Prove $\exists \xi \in (a,b):f'(\xi)<1+f^2(\xi)$

Question

Problem

$f(x)$ is defined over $[a,b]$ and differentiable over $(a,b)$, where $b-a\geq 4.$Prove that there exists $\xi \in (a,b)$ such that $f'(\xi)<1+f^2(\xi)$.

My Proof

Since $b-a \geq 4$，we can obtain $$\exists x_1,x_2 \in (a,b):x_2-x_1>\pi.$$ Denote$$F(x):=\arctan f(x).$$ Obviously, $F(x)$ is continuous over $[x_1,x_2]$ and differentiable over $(x_1,x_2)$. Thus, By Lagrange's Mean Value Theorem，$$\exists \xi \in (x_1,x_2) \subset (a,b):F(x_2)-F(x_1)=F'(\xi)(x_2-x_1).$$ Further, $$\frac{f'(\xi)}{1+f^2(\xi)}=F'(\xi)=\frac{F(x_2)-F(x_1)}{x_2-x_1}\leq \frac{|F(x_2)|+|F(x_1)|}{x_2-x_1}<\frac{\frac{\pi}{2}+\frac{\pi}{2}}{\pi}=1,$$ Which implies $$f'(\xi)<1+f^2(\xi).$$

AM I RIGHT? HOPE TO SEE OTHER PROOFS. THX.

Answer 1

You are right. But you do not have to invoke $x_2,x_1,....$. Let $F$ as above.

By the mean value theorem there $\exists \xi \in (a,b)$ such that

$\frac{f'(\xi)}{1+f^2(\xi)}=\frac{F(b)-F(a)}{b-a}$

Then $\frac{f'(\xi)}{1+f^2(\xi)} \le \frac{|f'(\xi)|}{1+f^2(\xi)}= \frac{|F(b)-F(a)|}{b-a} \le \pi \frac{1}{b-a}<1$, since $b-a \ge 4$.

Answer 2

I would just word it in a more concise form, like...

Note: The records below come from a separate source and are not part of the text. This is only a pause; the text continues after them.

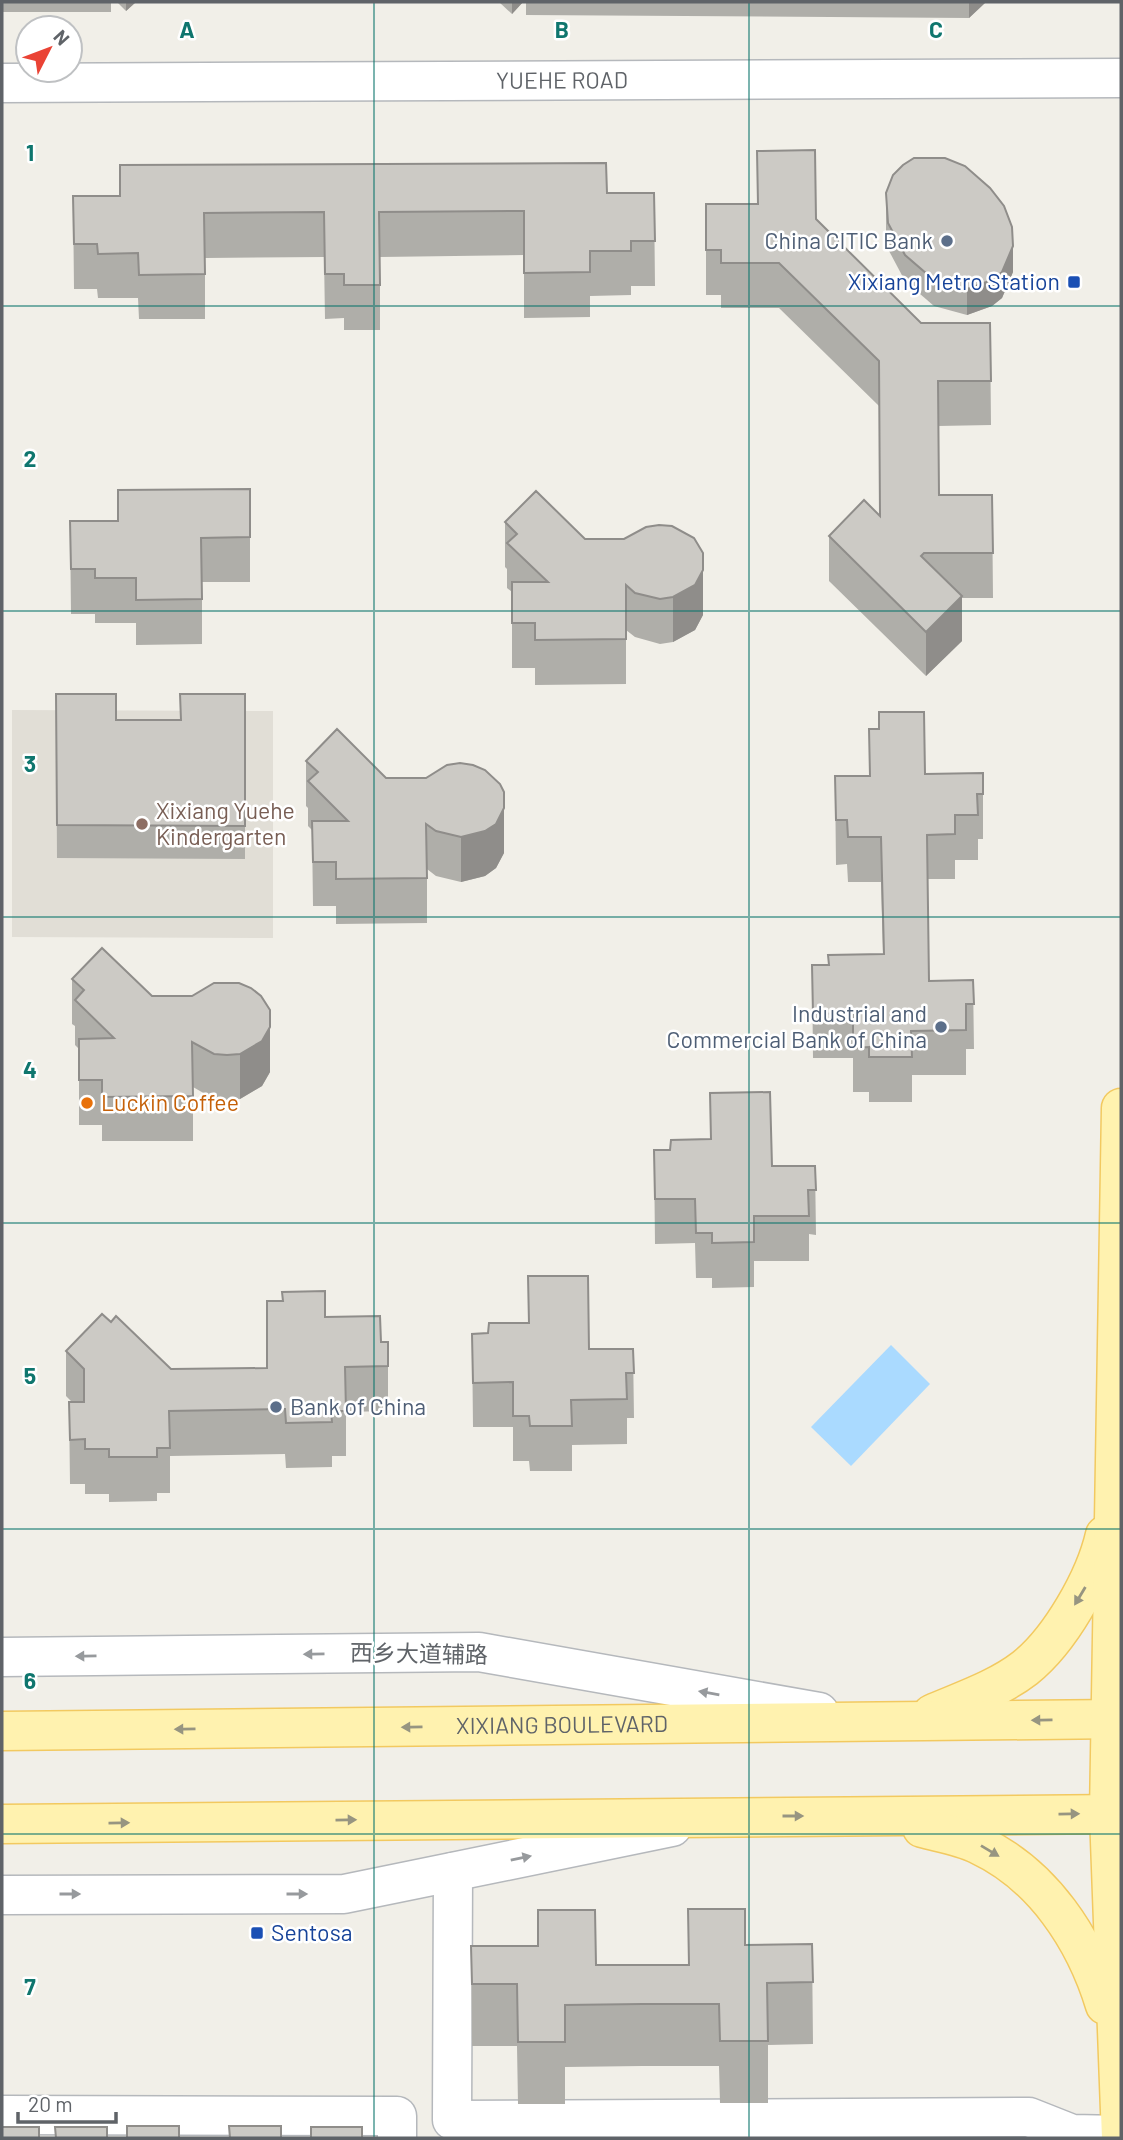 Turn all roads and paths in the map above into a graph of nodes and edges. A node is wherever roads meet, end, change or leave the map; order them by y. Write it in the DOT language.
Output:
graph roads {
  1 [pos="1121,78"];
  2 [pos="2,83"];
  3 [pos="1121,1108"];
  4 [pos="1115,1485"];
  5 [pos="2,1657"];
  6 [pos="1116,1719"];
  7 [pos="917,1721"];
  8 [pos="873,1722"];
  9 [pos="2,1731"];
  10 [pos="1115,1814"];
  11 [pos="879,1815"];
  12 [pos="724,1816"];
  13 [pos="2,1824"];
  14 [pos="453,1872"];
  15 [pos="2,1895"];
  16 [pos="1116,2044"];
  17 [pos="2,2115"];
  18 [pos="212,2127"];
  19 [pos="1067,2136"];
  20 [pos="1121,2137"];
  21 [pos="397,2138"];
  1 -- 2 [label="street, YUEHE ROAD"];
  3 -- 4 [label="main road"];
  4 -- 6 [label="main road"];
  4 -- 7 [label="main road, one-way"];
  8 -- 5 [label="street, 西乡大道辅路, one-way"];
  6 -- 7 [label="main road, XIXIANG BOULEVARD, one-way"];
  6 -- 10 [label="main road"];
  7 -- 8 [label="main road, XIXIANG BOULEVARD"];
  8 -- 9 [label="main road, XIXIANG BOULEVARD, one-way"];
  11 -- 10 [label="main road, one-way"];
  10 -- 16 [label="main road"];
  12 -- 11 [label="main road, one-way"];
  11 -- 16 [label="main road, one-way"];
  13 -- 12 [label="main road, one-way"];
  14 -- 12 [label="street, one-way"];
  15 -- 14 [label="street, one-way"];
  14 -- 19 [label="street"];
  16 -- 20 [label="main road"];
  17 -- 18 [label="street"];
  18 -- 21 [label="street"];
  19 -- 20 [label="street"];
} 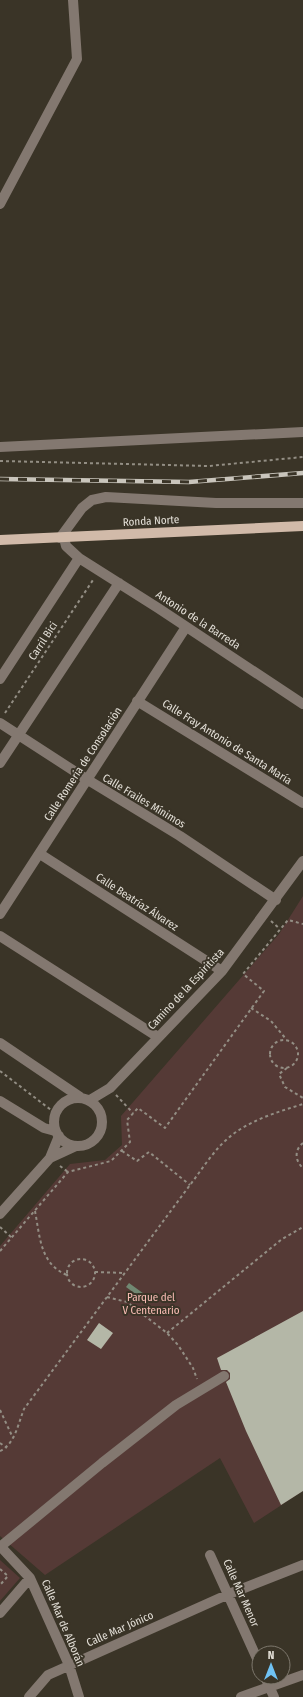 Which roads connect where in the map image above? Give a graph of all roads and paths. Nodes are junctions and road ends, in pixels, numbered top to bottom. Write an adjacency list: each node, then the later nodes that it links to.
1 (73, 0): 2 (street)
2 (0, 204)
3 (303, 432): 4 (street)
4 (0, 447)
5 (303, 457): 6 (path)
6 (0, 461)
7 (303, 503): 9 (street)
8 (303, 526): 9 (main road, Ronda Norte)
9 (62, 538): 10 (main road, Ronda Norte); 11 (street, Antonio de la Barreda)
10 (0, 540)
11 (79, 558): 12 (street, Antonio de la Barreda); 15 (street)
12 (99, 570): 13 (street, Antonio de la Barreda); 18 (path, Carril Bici)
13 (119, 583): 14 (street, Antonio de la Barreda); 19 (street)
14 (186, 627): 16 (street, Calle Romería de Consolación); 17 (street, Antonio de la Barreda)
15 (0, 679)
16 (137, 701): 21 (street, Calle Romería de Consolación); 22 (street, Calle Fray Antonio de Santa María)
17 (303, 704)
18 (2, 719): 19 (street, Calle Frailes Mínimos)
19 (18, 736): 20 (street); 21 (street, Calle Frailes Mínimos)
20 (0, 763)
21 (88, 780): 23 (street, Calle Romería de Consolación); 25 (street, Calle Frailes Mínimos)
22 (303, 803)
23 (40, 854): 26 (street, Calle Romería de Consolación); 29 (street, Calle Beatríaz Álvarez)
24 (303, 862): 25 (street, Camino de la Espiritista)
25 (276, 900): 29 (street, Camino de la Espiritista)
26 (0, 914)
27 (303, 924): 30 (path)
28 (0, 936): 31 (street)
29 (222, 971): 31 (street, Camino de la Espiritista)
30 (251, 1008): 32 (path); 44 (path)
31 (158, 1038): 36 (street, Camino de la Espiritista)
32 (287, 1040): 34 (path); 34 (path)
33 (0, 1043): 37 (street)
34 (287, 1068): 38 (path)
35 (0, 1072): 43 (path)
36 (110, 1088): 39 (street, Camino de la Espiritista); 42 (street, Camino de la Espiritista); 44 (path)
37 (80, 1097): 39 (street); 43 (street)
38 (303, 1098)
39 (90, 1100): 42 (street)
40 (0, 1101): 45 (street)
41 (303, 1104): 51 (path)
42 (99, 1110): 47 (street)
43 (55, 1113): 45 (street)
44 (133, 1113): 48 (path)
45 (57, 1134): 47 (street); 49 (street)
46 (303, 1143): 50 (path)
47 (76, 1146): 49 (street)
48 (122, 1151): 51 (path); 53 (path)
49 (50, 1158): 52 (street)
50 (303, 1168)
51 (190, 1185): 59 (path)
52 (2, 1208)
53 (35, 1211): 56 (path); 60 (path)
54 (0, 1227): 56 (path)
55 (303, 1227): 62 (path)
56 (12, 1238): 57 (path)
57 (0, 1251)
58 (95, 1272): 59 (path); 60 (path); 60 (path)
59 (125, 1273): 61 (path)
60 (67, 1275)
61 (107, 1298): 62 (path); 66 (path)
62 (167, 1333): 64 (path)
63 (224, 1376): 64 (street)
64 (201, 1390): 70 (street)
65 (0, 1410): 66 (path)
66 (13, 1438): 68 (path)
67 (0, 1443): 68 (path)
68 (7, 1448): 69 (path)
69 (0, 1451)
70 (0, 1546): 74 (street, Calle Mar de Alborán)
71 (210, 1555): 76 (street, Calle Mar Menor)
72 (303, 1565): 76 (street, Calle Mar Jónico)
73 (0, 1569): 75 (path)
74 (30, 1578): 77 (street); 79 (street, Calle Mar de Alborán)
75 (0, 1585)
76 (229, 1594): 78 (street, Calle Mar Menor); 79 (street, Calle Mar Jónico)
77 (0, 1613)
78 (251, 1645)
79 (69, 1665): 82 (street, Calle Mar Jónico); 83 (street, Calle Mar de Alborán)
80 (303, 1675): 81 (street)
81 (269, 1687): 84 (street); 85 (street)
82 (29, 1697)
83 (79, 1697)
84 (241, 1697)
85 (274, 1697) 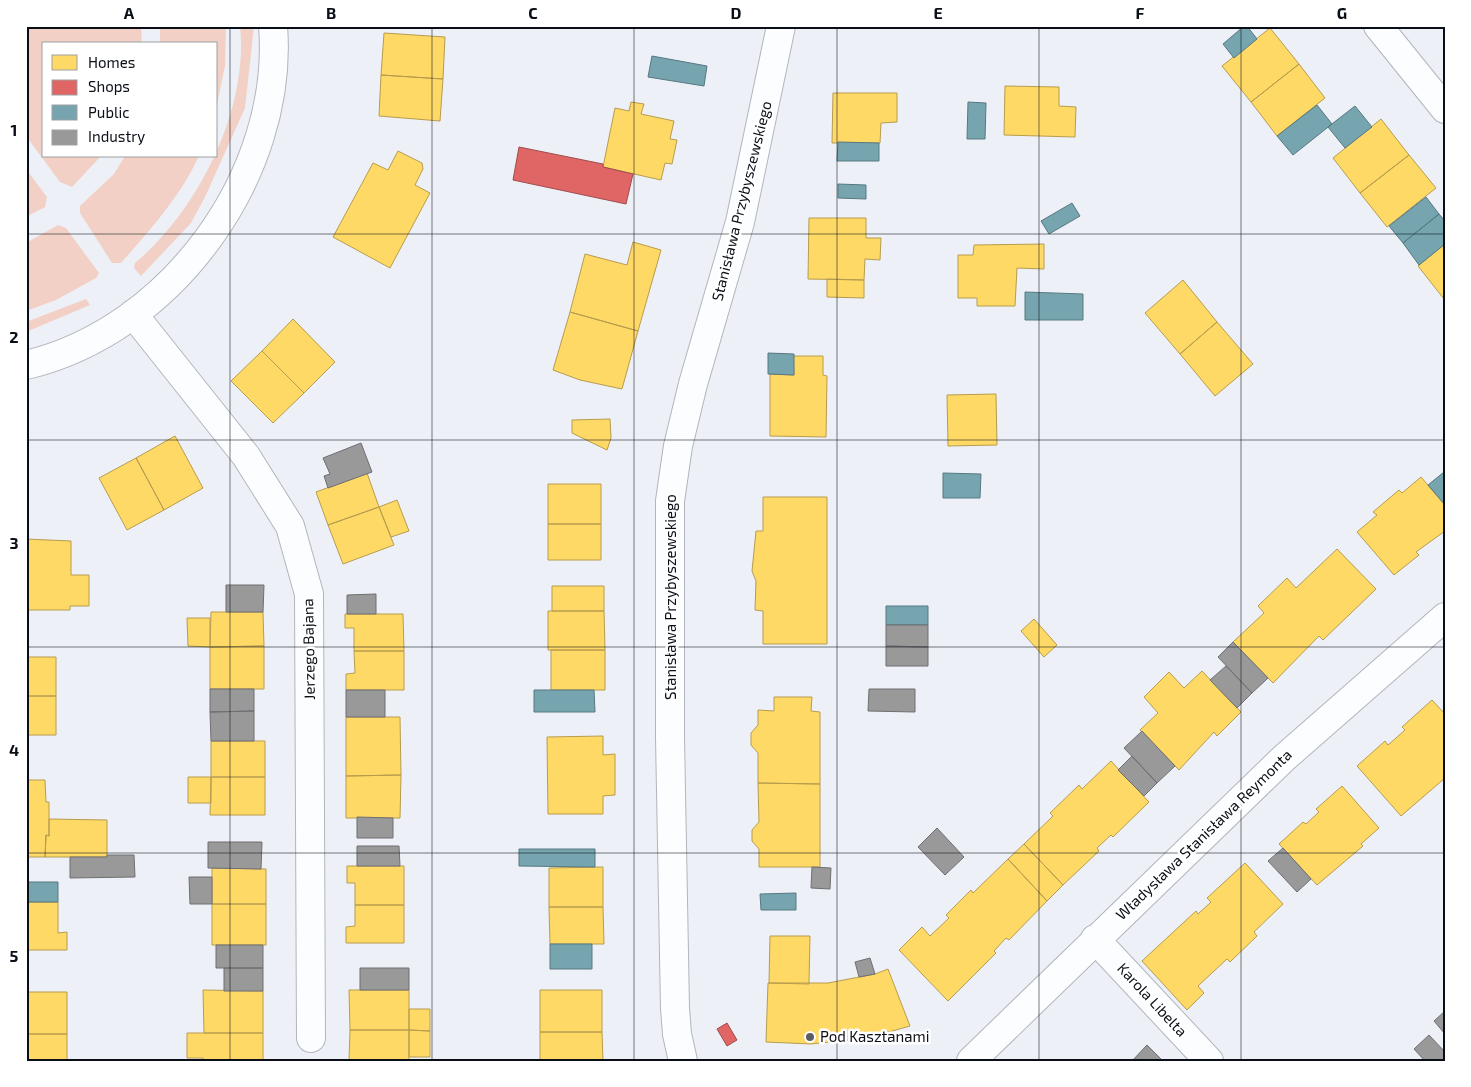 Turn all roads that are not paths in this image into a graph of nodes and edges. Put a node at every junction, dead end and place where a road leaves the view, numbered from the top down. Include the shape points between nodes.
1 (272, 26) edge
2 (781, 26) edge
3 (1378, 26) edge
4 (1445, 109) edge
5 (133, 314) junction
6 (26, 365) edge
7 (1445, 617) edge
8 (1095, 939) junction
9 (311, 1038) dead end
10 (683, 1061) edge
11 (971, 1061) edge
12 (1209, 1061) edge

1 - 5 street via 274,43 267,106 249,167 220,223 181,273
2 - 10 street, Stanisława Przybyszewskiego via 740,222 678,446 670,501 674,1008
3 - 4 street
5 - 6 street via 88,342
5 - 9 street, Jerzego Bajana via 246,456 290,526 309,594
7 - 8 street, Władysława Stanisława Reymonta via 1284,758
8 - 11 street, Władysława Stanisława Reymonta
8 - 12 street, Karola Libelta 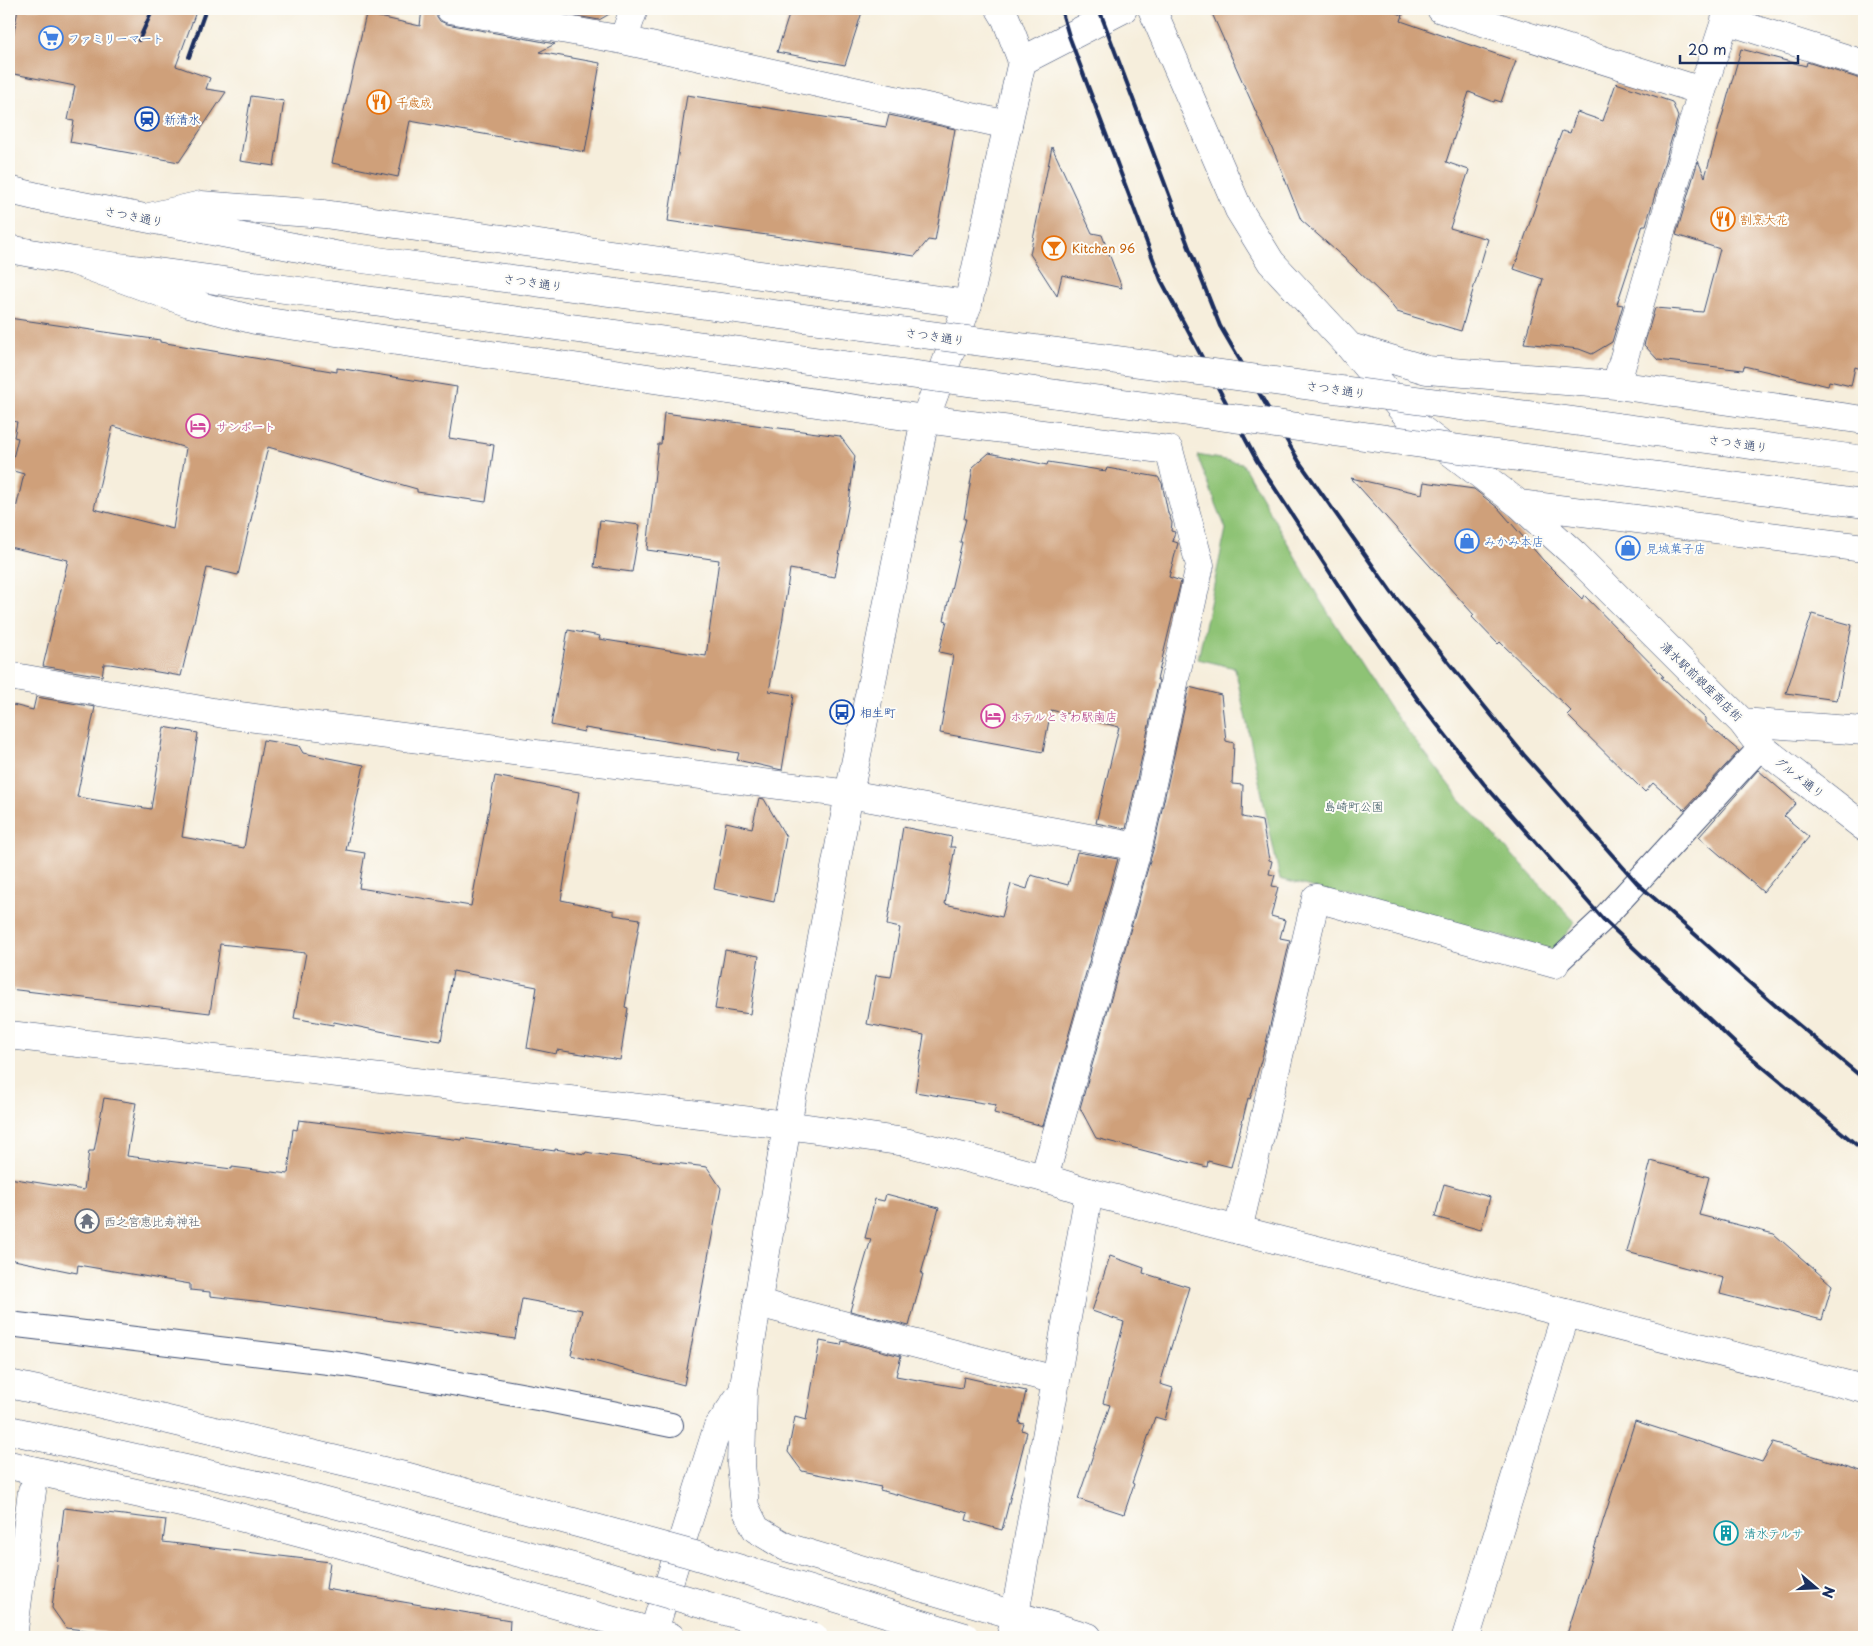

If we assume that for any $\xi\in(a,b)$ the inequality $\frac{f'(\xi)}{1+f^2(\xi)}\geq 1$ holds, by termwise integration we have that $\arctan f(b)-\arctan f(a) \geq b-a \geq 4$. This is absurd since the LHS is at most $\pi$.